For what issue do you want to use this crypt algorithm?
For login (password)?
For text fields?
For crypting tables/rows/databases?
[26 Mar 2008 16:57] Marcus Bointon
It could apply to any of those - all of them would benefit from reduced storage requirements.

I use hashes to identify many things that need to be available on public URLs, but need the security that knowing one URL doesn't let you see another.

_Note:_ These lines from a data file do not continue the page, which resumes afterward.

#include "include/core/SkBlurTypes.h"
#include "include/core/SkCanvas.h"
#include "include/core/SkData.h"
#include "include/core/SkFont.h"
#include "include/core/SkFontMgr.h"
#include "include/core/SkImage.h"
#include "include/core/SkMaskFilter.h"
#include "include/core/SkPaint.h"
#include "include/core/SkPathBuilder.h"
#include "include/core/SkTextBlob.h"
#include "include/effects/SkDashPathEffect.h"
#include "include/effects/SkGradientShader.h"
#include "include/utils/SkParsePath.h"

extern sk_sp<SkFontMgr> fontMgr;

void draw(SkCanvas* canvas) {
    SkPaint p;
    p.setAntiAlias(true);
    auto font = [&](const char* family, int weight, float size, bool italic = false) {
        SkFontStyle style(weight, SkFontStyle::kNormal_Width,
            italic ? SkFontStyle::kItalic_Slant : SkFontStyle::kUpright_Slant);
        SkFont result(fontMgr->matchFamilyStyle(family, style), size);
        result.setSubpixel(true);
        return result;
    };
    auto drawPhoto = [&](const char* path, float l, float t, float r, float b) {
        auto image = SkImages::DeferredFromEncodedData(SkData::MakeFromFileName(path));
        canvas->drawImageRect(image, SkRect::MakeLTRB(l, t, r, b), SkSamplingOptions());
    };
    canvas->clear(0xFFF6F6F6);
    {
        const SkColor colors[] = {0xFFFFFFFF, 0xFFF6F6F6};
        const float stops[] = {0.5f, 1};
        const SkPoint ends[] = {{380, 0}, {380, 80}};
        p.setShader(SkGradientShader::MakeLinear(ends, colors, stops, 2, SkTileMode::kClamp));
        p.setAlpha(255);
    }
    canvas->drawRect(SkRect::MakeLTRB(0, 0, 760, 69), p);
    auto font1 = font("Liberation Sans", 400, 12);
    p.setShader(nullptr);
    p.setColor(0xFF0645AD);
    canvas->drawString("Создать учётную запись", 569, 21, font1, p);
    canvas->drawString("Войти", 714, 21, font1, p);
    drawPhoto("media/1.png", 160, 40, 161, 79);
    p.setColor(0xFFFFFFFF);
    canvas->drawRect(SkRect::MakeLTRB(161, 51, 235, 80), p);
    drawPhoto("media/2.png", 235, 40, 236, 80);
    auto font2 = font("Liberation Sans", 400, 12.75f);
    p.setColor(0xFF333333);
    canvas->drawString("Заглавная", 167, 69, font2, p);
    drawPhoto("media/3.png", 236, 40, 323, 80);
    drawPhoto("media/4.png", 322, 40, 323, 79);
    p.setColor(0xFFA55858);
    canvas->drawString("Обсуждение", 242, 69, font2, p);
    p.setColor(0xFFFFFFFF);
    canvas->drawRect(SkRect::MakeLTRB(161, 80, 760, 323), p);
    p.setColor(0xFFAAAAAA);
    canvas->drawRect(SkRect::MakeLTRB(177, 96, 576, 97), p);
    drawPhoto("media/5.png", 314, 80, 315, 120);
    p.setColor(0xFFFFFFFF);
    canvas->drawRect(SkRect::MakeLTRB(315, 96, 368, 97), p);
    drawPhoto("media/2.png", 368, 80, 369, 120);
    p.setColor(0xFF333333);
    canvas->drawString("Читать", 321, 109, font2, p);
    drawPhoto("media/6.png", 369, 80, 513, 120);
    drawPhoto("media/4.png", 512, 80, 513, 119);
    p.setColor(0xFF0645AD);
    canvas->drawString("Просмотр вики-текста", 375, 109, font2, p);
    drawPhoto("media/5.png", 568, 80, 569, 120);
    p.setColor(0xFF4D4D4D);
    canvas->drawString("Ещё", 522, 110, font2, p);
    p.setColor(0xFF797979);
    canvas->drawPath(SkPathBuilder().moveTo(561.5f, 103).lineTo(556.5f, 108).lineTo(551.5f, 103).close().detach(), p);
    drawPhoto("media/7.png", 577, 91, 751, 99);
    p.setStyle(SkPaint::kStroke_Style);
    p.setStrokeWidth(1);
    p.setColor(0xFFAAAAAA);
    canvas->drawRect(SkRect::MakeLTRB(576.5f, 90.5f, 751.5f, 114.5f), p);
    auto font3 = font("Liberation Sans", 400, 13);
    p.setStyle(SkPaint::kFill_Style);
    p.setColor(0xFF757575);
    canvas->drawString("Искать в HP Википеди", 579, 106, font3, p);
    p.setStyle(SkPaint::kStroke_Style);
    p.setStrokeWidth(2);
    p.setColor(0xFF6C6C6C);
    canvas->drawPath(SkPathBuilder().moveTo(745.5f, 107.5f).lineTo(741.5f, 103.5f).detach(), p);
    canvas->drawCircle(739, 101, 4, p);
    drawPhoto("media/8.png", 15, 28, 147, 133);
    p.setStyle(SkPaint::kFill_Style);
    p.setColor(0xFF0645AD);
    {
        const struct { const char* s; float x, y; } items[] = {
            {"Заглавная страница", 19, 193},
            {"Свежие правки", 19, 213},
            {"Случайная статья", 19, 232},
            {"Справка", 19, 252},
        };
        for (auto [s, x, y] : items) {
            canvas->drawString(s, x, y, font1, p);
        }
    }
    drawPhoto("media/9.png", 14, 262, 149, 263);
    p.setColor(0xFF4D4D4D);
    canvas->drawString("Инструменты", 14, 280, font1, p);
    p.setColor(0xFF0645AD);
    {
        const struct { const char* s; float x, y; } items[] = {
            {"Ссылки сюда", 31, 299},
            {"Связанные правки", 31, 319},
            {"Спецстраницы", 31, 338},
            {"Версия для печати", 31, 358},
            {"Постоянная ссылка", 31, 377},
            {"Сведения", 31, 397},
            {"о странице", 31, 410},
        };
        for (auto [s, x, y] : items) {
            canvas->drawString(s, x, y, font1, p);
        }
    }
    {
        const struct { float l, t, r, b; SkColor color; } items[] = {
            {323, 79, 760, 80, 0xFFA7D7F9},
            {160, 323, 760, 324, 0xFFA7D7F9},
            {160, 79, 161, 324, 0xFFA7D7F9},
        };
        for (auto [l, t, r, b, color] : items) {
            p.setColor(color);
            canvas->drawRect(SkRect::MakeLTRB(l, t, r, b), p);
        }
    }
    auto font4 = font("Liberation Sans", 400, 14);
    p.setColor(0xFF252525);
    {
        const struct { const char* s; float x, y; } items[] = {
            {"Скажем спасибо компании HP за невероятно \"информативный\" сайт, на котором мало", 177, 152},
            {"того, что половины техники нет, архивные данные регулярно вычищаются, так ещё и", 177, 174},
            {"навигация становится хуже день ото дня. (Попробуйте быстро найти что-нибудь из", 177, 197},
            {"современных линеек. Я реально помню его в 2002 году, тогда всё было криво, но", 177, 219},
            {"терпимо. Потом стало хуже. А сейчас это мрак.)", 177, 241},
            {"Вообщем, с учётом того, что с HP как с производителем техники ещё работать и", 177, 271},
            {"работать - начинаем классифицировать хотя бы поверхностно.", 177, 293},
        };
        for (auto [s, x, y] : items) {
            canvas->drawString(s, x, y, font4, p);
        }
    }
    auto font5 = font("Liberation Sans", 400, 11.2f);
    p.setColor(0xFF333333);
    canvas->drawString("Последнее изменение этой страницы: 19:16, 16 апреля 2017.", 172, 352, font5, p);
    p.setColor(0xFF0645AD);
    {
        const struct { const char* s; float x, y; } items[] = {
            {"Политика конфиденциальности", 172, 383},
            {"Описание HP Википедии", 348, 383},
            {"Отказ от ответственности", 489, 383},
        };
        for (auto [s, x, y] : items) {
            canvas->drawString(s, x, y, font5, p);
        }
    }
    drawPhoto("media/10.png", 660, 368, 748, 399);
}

For example, I might have a URL that allowed a user to unsubscribe from a mailing list without requiring additional authentication, something like:

http://www.example.com/unsubscribe/9c16d8a4f4a4760d0b8070591d8c374e

With my proposed feature, it might look more like this:

http://www.example.com/unsubscribe/9dAH75Ggd0

You can see that it makes URLs shorter, reduces storage space and improves search speed.

I have numerous other uses similar to this - and I have over 40 million hashes stored in my current database so I could probably save 60% storage space with this improvement.

An alternative implementation could be that you allow native 128 and 160-bit integer types (maybe bigger too), and provide encoding functions to represent those large numbers in arbitrary bases.
[27 Mar 2008 9:31] Susanne Ebrecht
Many thanks for writing a feature request. We will discuss this issue.